Я – из хирургических отсеков, Из полузапретных катакомб, Там, где оживляют человеков, — Если вы слыхали о таком.
Нет подобных боен на корриде — Фору дам, да даже сотню фор… Только постарайтесь в странном виде Не ходить на красный светофор!
1973
* * *
Мы без этих машин – словно птицы без крыл, — Пуще зелья нас приворожила Пара сот лошадиных сил И, должно быть, нечистая сила.
Нас обходит по трассе легко мелкота — Нам обгоны, конечно, обидны, — Но на них мы глядим свысока – суета У подножия нашей кабины.
И нам, трехосным, Тяжелым на подъем И в переносном Смысле, и в прямом,
Обычно надо позарез, И вечно времени в обрез, — Оно понятно – это дальний рейс.
В этих рейсах сиденье – то стол, то лежак, А напарник приходится братом. Просыпаемся на виражах — На том свете почти правым скатом.
Говорят – все конечные пункты земли Нам маячат большими деньгами, Говорят – километры длиною в рубли Расстилаются следом за нами.
Не часто с душем Конечный этот пункт, — Моторы глушим — И плашмя на грунт.
Пусть говорят – мы за рулем За длинным гонимся рублем, — Да, это тоже!
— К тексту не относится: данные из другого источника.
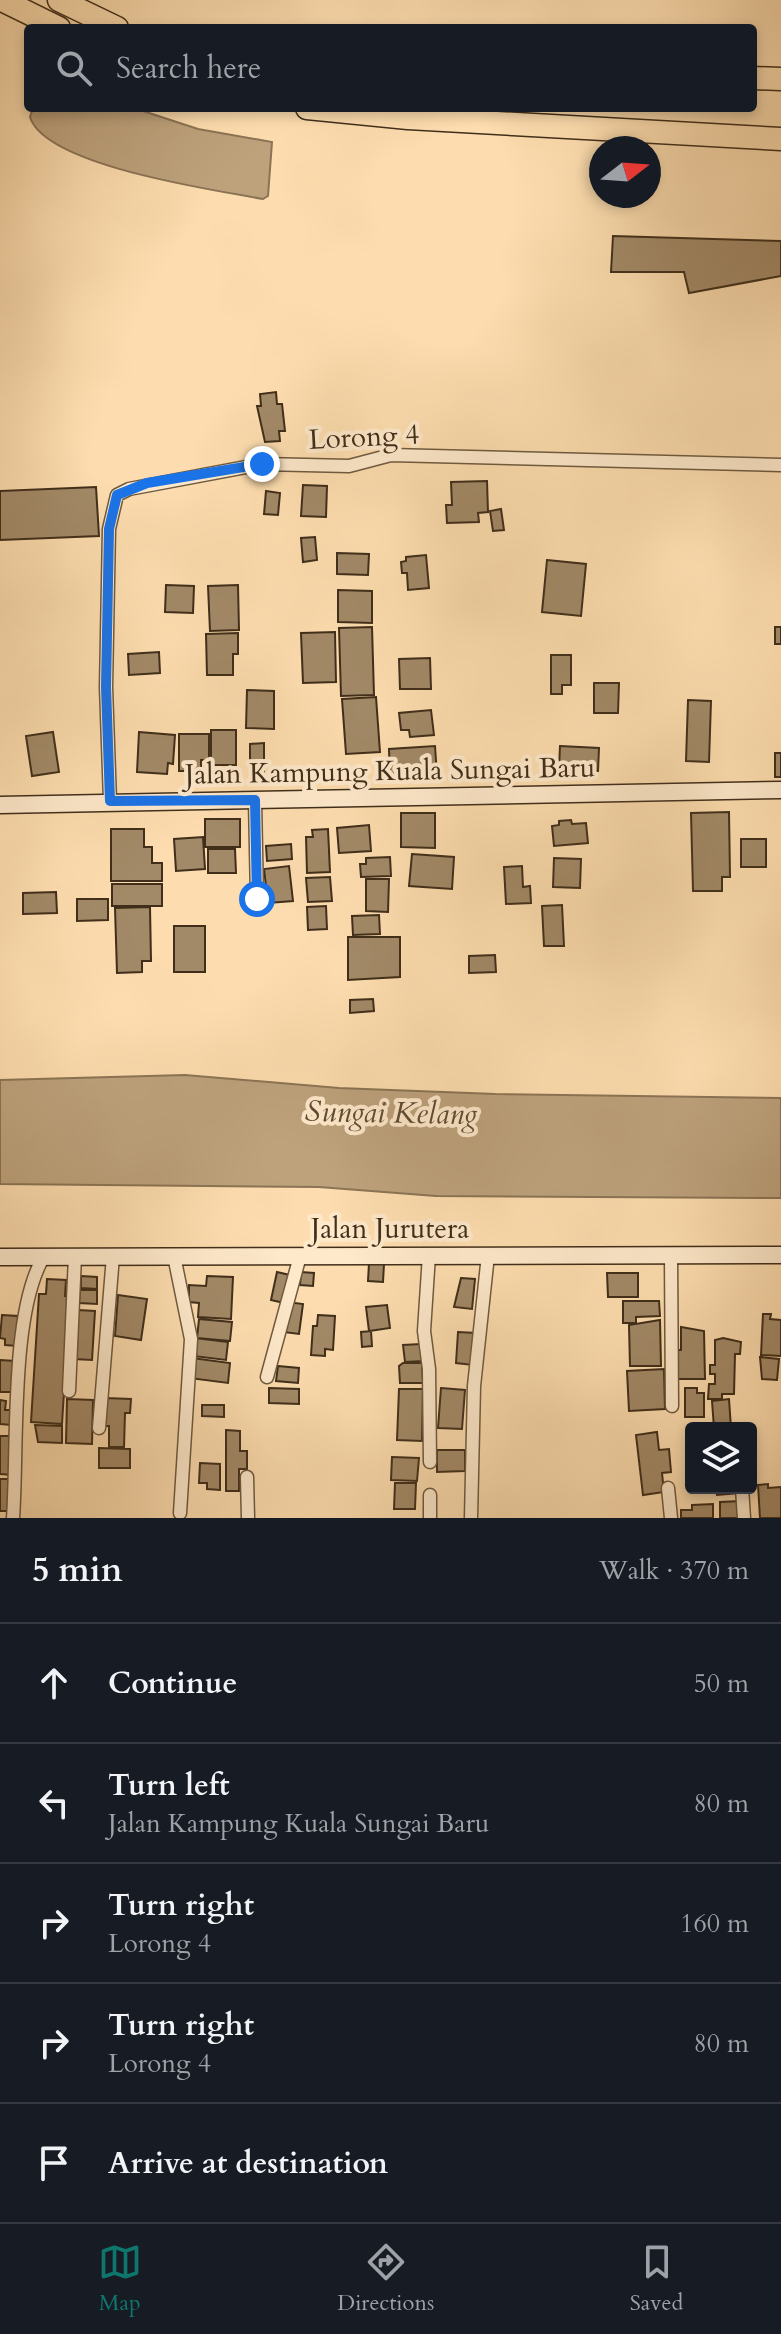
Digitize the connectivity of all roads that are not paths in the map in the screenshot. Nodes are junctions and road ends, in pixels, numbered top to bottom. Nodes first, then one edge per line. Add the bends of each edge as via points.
1 (59, 0) edge
2 (73, 0) edge
3 (10, 3) edge
4 (93, 18) junction
5 (51, 24) edge
6 (107, 24) edge
7 (757, 78) edge
8 (781, 79) edge
9 (347, 112) edge
10 (781, 139) edge
11 (781, 465) edge
12 (781, 790) edge
13 (255, 800) junction
14 (110, 801) junction
15 (0, 805) edge
16 (257, 899) dead end
17 (429, 1255) junction
18 (488, 1255) junction
19 (671, 1255) junction
20 (781, 1255) edge
21 (75, 1256) junction
22 (113, 1256) junction
23 (174, 1256) junction
24 (300, 1256) junction
25 (0, 1257) edge
26 (43, 1258) junction
27 (267, 1377) dead end
28 (69, 1391) dead end
29 (672, 1406) dead end
30 (99, 1428) dead end
31 (430, 1462) dead end
32 (247, 1477) dead end
33 (668, 1488) dead end
34 (742, 1494) edge
35 (430, 1495) dead end
36 (180, 1513) dead end
37 (13, 1518) edge
38 (248, 1518) edge
39 (430, 1518) edge
40 (471, 1518) edge
41 (671, 1518) edge
42 (744, 1518) edge

1 - 4 highway
2 - 4 highway
3 - 5 highway
4 - 6 highway
7 - 8 highway
9 - 10 highway
11 - 14 street, Lorong 4 via 391,455 349,466 262,464 117,495 109,529
12 - 13 street, Jalan Kampung Kuala Sungai Baru
13 - 14 street, Jalan Kampung Kuala Sungai Baru
13 - 16 street
14 - 15 street, Jalan Kampung Kuala Sungai Baru
17 - 18 street, Jalan Jurutera
17 - 24 street, Jalan Jurutera
17 - 31 street via 424,1331
18 - 19 street, Jalan Jurutera
18 - 40 street via 474,1386
19 - 20 street, Jalan Jurutera
19 - 29 street
21 - 22 street, Jalan Jurutera
21 - 26 street, Jalan Jurutera
21 - 28 street
22 - 23 street, Jalan Jurutera
22 - 30 street
23 - 24 street, Jalan Jurutera
23 - 36 street via 191,1339
24 - 27 street
25 - 26 street, Jalan Jurutera
26 - 37 street via 30,1283 26,1312
32 - 38 street
33 - 41 street
34 - 42 street
35 - 39 street

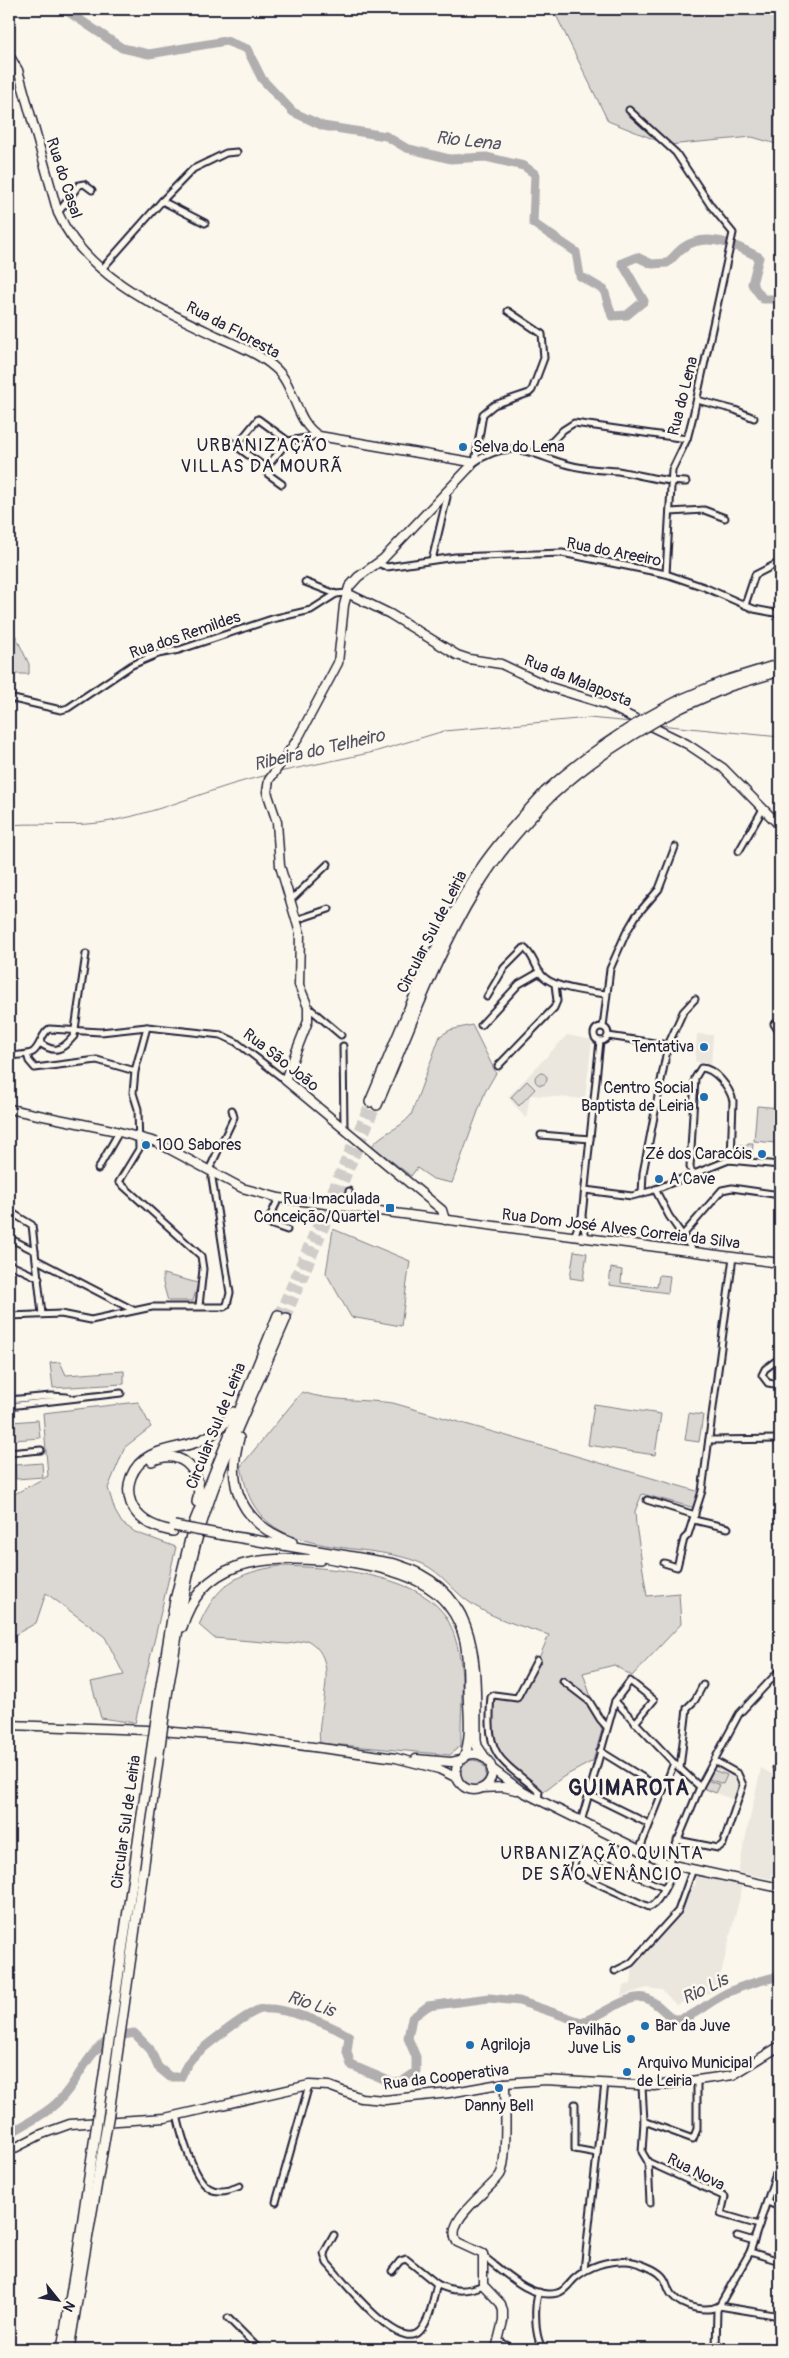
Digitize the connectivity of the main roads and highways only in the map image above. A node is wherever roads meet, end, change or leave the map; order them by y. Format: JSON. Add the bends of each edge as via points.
{"nodes":[{"id":1,"x":9,"y":55,"type":"edge"},
{"id":2,"x":101,"y":270,"type":"joint"},
{"id":3,"x":347,"y":593,"type":"junction"},
{"id":4,"x":780,"y":664,"type":"edge"},
{"id":5,"x":780,"y":672,"type":"edge"},
{"id":6,"x":681,"y":703,"type":"junction"},
{"id":7,"x":780,"y":826,"type":"edge"},
{"id":8,"x":374,"y":1104,"type":"tunnel mouth"},
{"id":9,"x":9,"y":1109,"type":"edge"},
{"id":10,"x":445,"y":1220,"type":"junction"},
{"id":11,"x":780,"y":1263,"type":"edge"},
{"id":12,"x":250,"y":1380,"type":"junction"},
{"id":13,"x":247,"y":1409,"type":"junction"},
{"id":14,"x":194,"y":1523,"type":"junction"},
{"id":15,"x":174,"y":1528,"type":"junction"},
{"id":16,"x":218,"y":1536,"type":"junction"},
{"id":17,"x":308,"y":1548,"type":"junction"},
{"id":18,"x":340,"y":1561,"type":"junction"},
{"id":19,"x":174,"y":1654,"type":"junction"},
{"id":20,"x":164,"y":1694,"type":"junction"},
{"id":21,"x":9,"y":1724,"type":"edge"},
{"id":22,"x":396,"y":1758,"type":"junction"},
{"id":23,"x":485,"y":1758,"type":"junction"},
{"id":24,"x":462,"y":1759,"type":"junction"},
{"id":25,"x":491,"y":1768,"type":"junction"},
{"id":26,"x":457,"y":1778,"type":"junction"},
{"id":27,"x":481,"y":1789,"type":"junction"},
{"id":28,"x":522,"y":1792,"type":"junction"},
{"id":29,"x":780,"y":1888,"type":"edge"},
{"id":30,"x":780,"y":2046,"type":"edge"},
{"id":31,"x":505,"y":2083,"type":"junction"},
{"id":32,"x":9,"y":2151,"type":"edge"},
{"id":33,"x":82,"y":2252,"type":"junction"},
{"id":34,"x":62,"y":2349,"type":"edge"},
{"id":35,"x":69,"y":2349,"type":"edge"},
{"id":36,"x":496,"y":2349,"type":"edge"}],
"edges":[{"from":1,"to":2,"type":"main road","name":"Rua do Casal","via":[[18,70],[58,213],[74,242]]},
{"from":2,"to":3,"type":"main road","name":"Rua da Floresta","via":[[168,311],[272,365],[288,384],[304,420],[314,433],[327,439],[473,463],[378,563],[355,580]]},
{"from":3,"to":7,"type":"main road","name":"Rua da Malaposta","via":[[390,614],[457,655],[501,664],[550,686],[605,704],[687,744],[723,768]]},
{"from":3,"to":10,"type":"main road","name":"Rua São João","via":[[338,663],[300,735],[267,786],[278,829],[280,866],[301,942],[298,985],[308,1007],[308,1021],[285,1080],[442,1210]]},
{"from":4,"to":6,"type":"highway","name":"Circular Sul de Leiria","via":[[726,681]]},
{"from":5,"to":6,"type":"highway","name":"Circular Sul de Leiria"},
{"from":6,"to":8,"type":"highway","name":"Circular Sul de Leiria","bridge":true,"via":[[616,736],[580,761],[508,832],[464,895],[439,944]]},
{"from":9,"to":10,"type":"main road","name":"Rua Dom José Alves Correia da Silva","via":[[139,1137],[172,1149],[249,1191],[279,1198]]},
{"from":10,"to":11,"type":"main road","name":"Rua Dom José Alves Correia da Silva"},
{"from":12,"to":13,"type":"highway","name":"Circular Sul de Leiria","via":[[282,1316]]},
{"from":12,"to":14,"type":"highway","name":"Circular Sul de Leiria"},
{"from":12,"to":15,"type":"highway","via":[[231,1415],[214,1432],[195,1443],[150,1455],[138,1464],[131,1476],[129,1496],[137,1513],[150,1524]]},
{"from":13,"to":17,"type":"highway","via":[[234,1462],[234,1481],[241,1501],[267,1531]]},
{"from":13,"to":19,"type":"highway","name":"Circular Sul de Leiria","via":[[200,1530],[181,1606]]},
{"from":14,"to":15,"type":"highway","via":[[200,1492],[197,1476],[183,1461],[163,1457],[146,1464],[136,1479],[134,1494],[145,1514]]},
{"from":14,"to":20,"type":"highway","name":"Circular Sul de Leiria","via":[[175,1600]]},
{"from":15,"to":16,"type":"highway","bridge":true},
{"from":16,"to":17,"type":"highway"},
{"from":16,"to":18,"type":"highway"},
{"from":17,"to":23,"type":"highway","via":[[409,1569],[433,1582],[451,1599],[464,1620],[473,1647],[476,1740]]},
{"from":18,"to":19,"type":"highway","via":[[275,1558],[244,1563],[223,1572],[205,1586],[191,1605]]},
{"from":18,"to":24,"type":"highway","via":[[392,1570],[416,1579],[434,1592],[452,1612],[463,1633],[467,1656],[469,1736]]},
{"from":19,"to":20,"type":"highway","name":"Circular Sul de Leiria"},
{"from":20,"to":33,"type":"highway","name":"Circular Sul de Leiria","bridge":true},
{"from":21,"to":22,"type":"main road","via":[[212,1734]]},
{"from":22,"to":24,"type":"main road","via":[[451,1762]]},
{"from":22,"to":26,"type":"main road","via":[[439,1769]]},
{"from":23,"to":24,"type":"main road","via":[[476,1755]]},
{"from":23,"to":25,"type":"main road"},
{"from":24,"to":26,"type":"main road","via":[[457,1768]]},
{"from":25,"to":27,"type":"main road","via":[[489,1782]]},
{"from":25,"to":28,"type":"main road"},
{"from":26,"to":27,"type":"main road","via":[[469,1790]]},
{"from":27,"to":28,"type":"main road","via":[[502,1787]]},
{"from":28,"to":29,"type":"main road","via":[[639,1852],[672,1864]]},
{"from":30,"to":31,"type":"main road","name":"Rua da Cooperativa","via":[[737,2073],[697,2081],[642,2087],[574,2080]]},
{"from":31,"to":32,"type":"main road","name":"Rua da Cooperativa","via":[[385,2100],[361,2098],[329,2086],[309,2085],[177,2116],[78,2122]]},
{"from":31,"to":36,"type":"main road","via":[[502,2171],[462,2214],[454,2233],[457,2242],[483,2256],[482,2285],[502,2307],[504,2318]]},
{"from":33,"to":34,"type":"highway","name":"Circular Sul de Leiria"},
{"from":33,"to":35,"type":"highway","name":"Circular Sul de Leiria"}]}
Только суть не в нем.
На равнинах поем, на подъемах – ревем, — Шоферов нам еще, шоферов нам! Потому что – кто только за длинным рублем, Тот сойдет на участке неровном.
Полным баком клянусь, если он не пробит, — Тех, кто сядет на нашу галеру, Приведем мы и в божеский вид, И, конечно, в шоферскую веру.
Земля нам пухом, Когда на ней лежим Полдня под брюхом — Что-то ворожим.
Мы не шагаем по росе — Все наши оси, тонны все В дугу сгибают мокрое шоссе.
На колесах наш дом, стол и кров – за рулем, Это надо учитывать в сметах. Мы друг с другом расчеты ведем Кратким сном в придорожных кюветах.
Чехарда длинных дней – то лучей, то теней… А в ночные часы перехода Перед нами бежит без сигнальных огней Шоферская лихая свобода.
Сиди и грейся — Болтает, как в седле… Без дальних рейсов — Нет жизни на земле!
Кто на себе поставил крест, Кто сел за руль как под арест — Тот не способен на далекий рейс.
1973
* * *
Я скачу позади на полслова, На нерезвом коне, без щита, — Я похож не на ратника злого, А скорее – на злого шута.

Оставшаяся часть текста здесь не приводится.